Yâ Resûlallah! Zevcem hacca gidiyor. Ben cihâda gidiyorum. Yanında bulunamıyacağım denildi. Buna, (Cihâdı bırak. Zevcen ile birlikde hac yap!) buyurdu. Bu hadîs-i şerîfe göre, zevcesini hacca götürmek için, başka mahremi bulunmaz ise, zevcin cihâddan geri dönmesi lâzımdır. Çünki, zevceyi harâmdan korumak farz-ı ayndır. Kadının, mahremsiz sefere çıkması câiz olmadığı gibi, yabancı erkeklerin ve mahremleri ile giden kadınların da, bir kadını sefere götürmeleri câiz değildir. Kadının hacca gitmesi için de, yanında mahremi veyâ zevci bulunması lâzımdır. Kız kardeşinin zevci, ya’nî enişte ve teyzenin zevci, kadının mahremi değildir. [Bunların mahrem olmadıkları (Ni’met-i islâm)ın hac kısmında ve (Alî efendi fetvâsı)nda yazılıdır.] Mahremin emîn ve âkıl ve bâlig olması lâzımdır. Müslimân da, zimmî de olabilir. Mecûsî olamaz. Müslimân bir kadın, mecûsî olan mahremi ile ve emîn olmıyan mahremi ile ve bâlig olmamış akllı çocuk mahremi ile sefere çıkamaz. [Böyle çocuğun bulunması, halvete mâni’ olamaz.] Bâliga olmamış, gösterişli kız da, kadın gibidir. Ya’nî mahremsiz sefere çıkamaz. Hanefî mezhebinde, kadının mahremsiz sefere çıkması, sözbirliği ile harâmdır. Şâfi’î mezhebinde, kadının mahremi olmadan, emîn kadınlarla birlikde, yalnız hacca gitmesi câizdir). Hanefî kadın, Şâfi’îyi taklîd ederek, böyle hacca gidemez. Çünki, mezheb taklîdi, ancak emr olunan bir iş yapılırken, meşakkat, sıkıntı olduğu zemân, bu sıkıntıdan kurtulmak içindir.
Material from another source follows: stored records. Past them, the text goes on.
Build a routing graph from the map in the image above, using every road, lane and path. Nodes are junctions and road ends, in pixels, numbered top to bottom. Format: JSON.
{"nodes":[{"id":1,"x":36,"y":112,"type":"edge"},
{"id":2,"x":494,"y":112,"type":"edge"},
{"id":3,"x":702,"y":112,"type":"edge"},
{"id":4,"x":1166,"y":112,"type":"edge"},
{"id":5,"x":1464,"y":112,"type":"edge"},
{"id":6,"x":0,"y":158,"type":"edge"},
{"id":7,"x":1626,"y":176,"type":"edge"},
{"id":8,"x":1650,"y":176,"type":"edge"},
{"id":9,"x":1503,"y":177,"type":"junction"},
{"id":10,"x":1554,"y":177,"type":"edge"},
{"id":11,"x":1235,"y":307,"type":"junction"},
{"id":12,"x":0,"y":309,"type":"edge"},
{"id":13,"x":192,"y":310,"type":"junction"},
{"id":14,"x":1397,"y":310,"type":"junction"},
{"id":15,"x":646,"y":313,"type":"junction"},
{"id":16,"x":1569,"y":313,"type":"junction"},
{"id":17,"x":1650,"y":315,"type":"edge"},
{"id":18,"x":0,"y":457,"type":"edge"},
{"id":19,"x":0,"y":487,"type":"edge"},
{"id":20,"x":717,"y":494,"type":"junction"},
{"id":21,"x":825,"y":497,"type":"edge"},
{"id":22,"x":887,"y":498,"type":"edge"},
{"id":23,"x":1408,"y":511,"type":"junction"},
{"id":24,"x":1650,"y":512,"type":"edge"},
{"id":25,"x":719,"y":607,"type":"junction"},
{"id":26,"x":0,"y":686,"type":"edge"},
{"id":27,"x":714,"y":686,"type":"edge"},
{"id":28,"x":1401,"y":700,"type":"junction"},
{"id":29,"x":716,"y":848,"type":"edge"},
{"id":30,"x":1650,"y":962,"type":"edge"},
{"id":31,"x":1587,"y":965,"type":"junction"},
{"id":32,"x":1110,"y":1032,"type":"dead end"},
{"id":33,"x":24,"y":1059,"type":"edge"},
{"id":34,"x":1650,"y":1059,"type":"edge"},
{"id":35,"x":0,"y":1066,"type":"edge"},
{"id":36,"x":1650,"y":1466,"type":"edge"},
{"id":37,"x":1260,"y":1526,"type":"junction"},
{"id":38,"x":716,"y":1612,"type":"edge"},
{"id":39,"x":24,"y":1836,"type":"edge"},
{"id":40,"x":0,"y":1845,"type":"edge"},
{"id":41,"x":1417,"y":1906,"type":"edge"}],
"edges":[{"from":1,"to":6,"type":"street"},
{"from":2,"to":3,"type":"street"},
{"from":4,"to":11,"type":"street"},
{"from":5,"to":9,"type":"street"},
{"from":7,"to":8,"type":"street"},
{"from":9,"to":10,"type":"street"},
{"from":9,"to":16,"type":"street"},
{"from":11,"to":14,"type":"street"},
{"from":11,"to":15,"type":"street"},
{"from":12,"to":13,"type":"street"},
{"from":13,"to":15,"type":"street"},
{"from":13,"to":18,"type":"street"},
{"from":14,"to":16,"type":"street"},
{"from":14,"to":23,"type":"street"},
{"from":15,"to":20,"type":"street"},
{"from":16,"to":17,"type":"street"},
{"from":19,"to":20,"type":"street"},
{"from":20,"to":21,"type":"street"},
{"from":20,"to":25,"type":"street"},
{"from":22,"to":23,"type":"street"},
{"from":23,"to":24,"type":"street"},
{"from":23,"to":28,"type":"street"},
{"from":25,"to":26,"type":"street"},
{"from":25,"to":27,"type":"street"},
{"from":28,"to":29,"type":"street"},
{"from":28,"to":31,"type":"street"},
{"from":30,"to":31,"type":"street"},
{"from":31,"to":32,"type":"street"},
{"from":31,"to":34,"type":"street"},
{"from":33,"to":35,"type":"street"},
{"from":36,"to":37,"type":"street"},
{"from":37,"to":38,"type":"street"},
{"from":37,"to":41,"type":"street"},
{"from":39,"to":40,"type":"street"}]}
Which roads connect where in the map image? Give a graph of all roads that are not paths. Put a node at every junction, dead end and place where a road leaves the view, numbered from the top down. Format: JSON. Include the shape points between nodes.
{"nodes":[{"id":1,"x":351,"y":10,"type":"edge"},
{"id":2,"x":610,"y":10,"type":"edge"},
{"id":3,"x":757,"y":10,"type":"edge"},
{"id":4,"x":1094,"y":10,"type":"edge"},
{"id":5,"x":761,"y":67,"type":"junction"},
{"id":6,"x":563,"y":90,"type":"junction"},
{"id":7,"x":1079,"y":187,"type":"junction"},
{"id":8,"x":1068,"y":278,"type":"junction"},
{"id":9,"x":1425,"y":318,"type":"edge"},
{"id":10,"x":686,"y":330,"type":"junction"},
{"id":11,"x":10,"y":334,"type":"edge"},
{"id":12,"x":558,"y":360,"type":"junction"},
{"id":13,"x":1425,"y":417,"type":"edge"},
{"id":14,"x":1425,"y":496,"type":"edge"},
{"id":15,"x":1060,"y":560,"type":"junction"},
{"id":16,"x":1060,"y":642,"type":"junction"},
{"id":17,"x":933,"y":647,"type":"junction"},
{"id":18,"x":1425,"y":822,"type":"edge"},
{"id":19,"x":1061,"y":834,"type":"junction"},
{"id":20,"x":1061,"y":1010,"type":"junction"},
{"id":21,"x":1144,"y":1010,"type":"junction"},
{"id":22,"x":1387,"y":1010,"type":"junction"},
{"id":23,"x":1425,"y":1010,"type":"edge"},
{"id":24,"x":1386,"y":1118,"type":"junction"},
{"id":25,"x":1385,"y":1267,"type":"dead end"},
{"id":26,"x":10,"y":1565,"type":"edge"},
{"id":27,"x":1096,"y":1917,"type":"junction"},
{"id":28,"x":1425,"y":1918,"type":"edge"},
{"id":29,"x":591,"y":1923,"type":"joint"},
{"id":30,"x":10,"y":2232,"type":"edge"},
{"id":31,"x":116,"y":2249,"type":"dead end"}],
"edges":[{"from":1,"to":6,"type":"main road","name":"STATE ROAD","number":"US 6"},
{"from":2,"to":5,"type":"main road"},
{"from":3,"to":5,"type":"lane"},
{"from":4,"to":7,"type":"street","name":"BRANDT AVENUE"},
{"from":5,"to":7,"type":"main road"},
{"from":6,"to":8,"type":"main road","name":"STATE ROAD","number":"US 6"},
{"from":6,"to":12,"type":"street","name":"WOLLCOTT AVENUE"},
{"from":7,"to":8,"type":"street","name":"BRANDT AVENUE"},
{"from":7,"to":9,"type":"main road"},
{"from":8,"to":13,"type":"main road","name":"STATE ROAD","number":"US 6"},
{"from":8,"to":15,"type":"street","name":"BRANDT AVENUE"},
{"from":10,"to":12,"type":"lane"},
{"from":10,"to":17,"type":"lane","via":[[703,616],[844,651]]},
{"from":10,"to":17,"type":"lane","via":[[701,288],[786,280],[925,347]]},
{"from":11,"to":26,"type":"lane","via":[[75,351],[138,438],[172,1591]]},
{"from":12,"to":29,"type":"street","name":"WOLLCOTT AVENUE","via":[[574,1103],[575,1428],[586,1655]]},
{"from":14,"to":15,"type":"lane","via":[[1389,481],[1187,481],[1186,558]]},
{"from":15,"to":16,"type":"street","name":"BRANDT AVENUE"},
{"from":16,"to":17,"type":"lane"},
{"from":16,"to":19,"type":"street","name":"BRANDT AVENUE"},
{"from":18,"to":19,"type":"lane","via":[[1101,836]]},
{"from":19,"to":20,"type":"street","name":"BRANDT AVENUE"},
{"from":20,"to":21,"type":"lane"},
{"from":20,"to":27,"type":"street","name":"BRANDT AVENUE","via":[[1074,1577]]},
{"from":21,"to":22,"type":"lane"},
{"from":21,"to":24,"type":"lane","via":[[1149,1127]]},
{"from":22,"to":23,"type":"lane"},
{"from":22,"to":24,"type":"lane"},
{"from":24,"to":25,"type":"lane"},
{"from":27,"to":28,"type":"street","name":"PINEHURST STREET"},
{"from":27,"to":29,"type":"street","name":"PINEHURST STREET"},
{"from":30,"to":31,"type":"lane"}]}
Mahrem bir erkeği bulunmıyan kadının hacca gitmesi emr olunmadı ki, Şâfi’îyi taklîd etmek lâzım olsun. Ya’nî, mahremi olmıyan kadına hacca gitmek farz olmaz.
Aşağıdaki yazı (Dürer-ül-hükkâm) [176] maddesi ekinden alınmışdır:
Âdil veyâ hâli belli olmıyan baba, mükellef olmıyan çocuğunun binâ ve her malını, piyasa fiyâtına veyâ aldanarak kendine ve başkalarına satabilir, parasını çocuğa ve fakîr ise, kendine de nafaka yapar. Fâsık ve isrâf eden baba, satamaz. Çocuk bâlig olunca, müşterîden bunları geri alabilir. Fekat, iki kat fiyâtla satması sahîh olup, semeni âdil birine emânet verilir. Fakîr baba, gâib olan büyük oğlunun yalnız menkûl mallarını, kendi nafakası için satabilir. Binâsını, toprağını satamaz. Baba yoksa, vasî de yoksa, babanın babası satabilir. Vasî, çocuğun yalnız menkûl mallarını, yalnız başkalarına satabilir. Vasî, meyyit tarafından ta’yîn edilmiş ise, çocuğun malını yüzde elli kârla kendine de satabilir. Hâkim tarafından ta’yîn edilmiş ise, kendisi hiç satın alamaz. Ammâ, yetîm çocuklarının nafakaları için, menkûl mallarını satabilir. Terekede menkûl mal varken, vasî, meyyitin deyni için, binâ ve toprak satamaz. Deynden fazla malını da satamaz.
Meyyitin borcunu bir vârisi ödese, bunu terekeden alabilir. Meyyitin borclarını vârisler öderse, alacaklılar, terekeden ödenmesini istiyemezler. Borclar, terekeden fazla olunca, vârisler, tereke kadarını ödeyip, terekeyi kurtarırız diyemezler. Vâris olmıyan biri, bütün borcları ödeyip, tereke malları, alacaklılardan zorla alamaz.
Borc, terekeden çok ise, dâyin, ya’nî garîm, ya’nî alacaklı bir ise, terekenin hepsi ona verilir. Çok iseler, tereke, alacakları ile orantılı olarak, hepsine dağıtılır. Vakf alacağının, diğer alacaklardan önceliği yokdur. Taksîmden sonra, başka bir garîm ortaya çıksa, yeniden hepsine bölünür. Vârisler, kendi malları ile, meyyitin borclarını ödemeğe zorlanamaz.
İki şey vardır ki, bunların hasreti,
kimler olursa olsun, yakar herkesi.
Göz kan ağlasa, haklarını ödeyemez,
birisi gençlik, biri de, din kardeşi!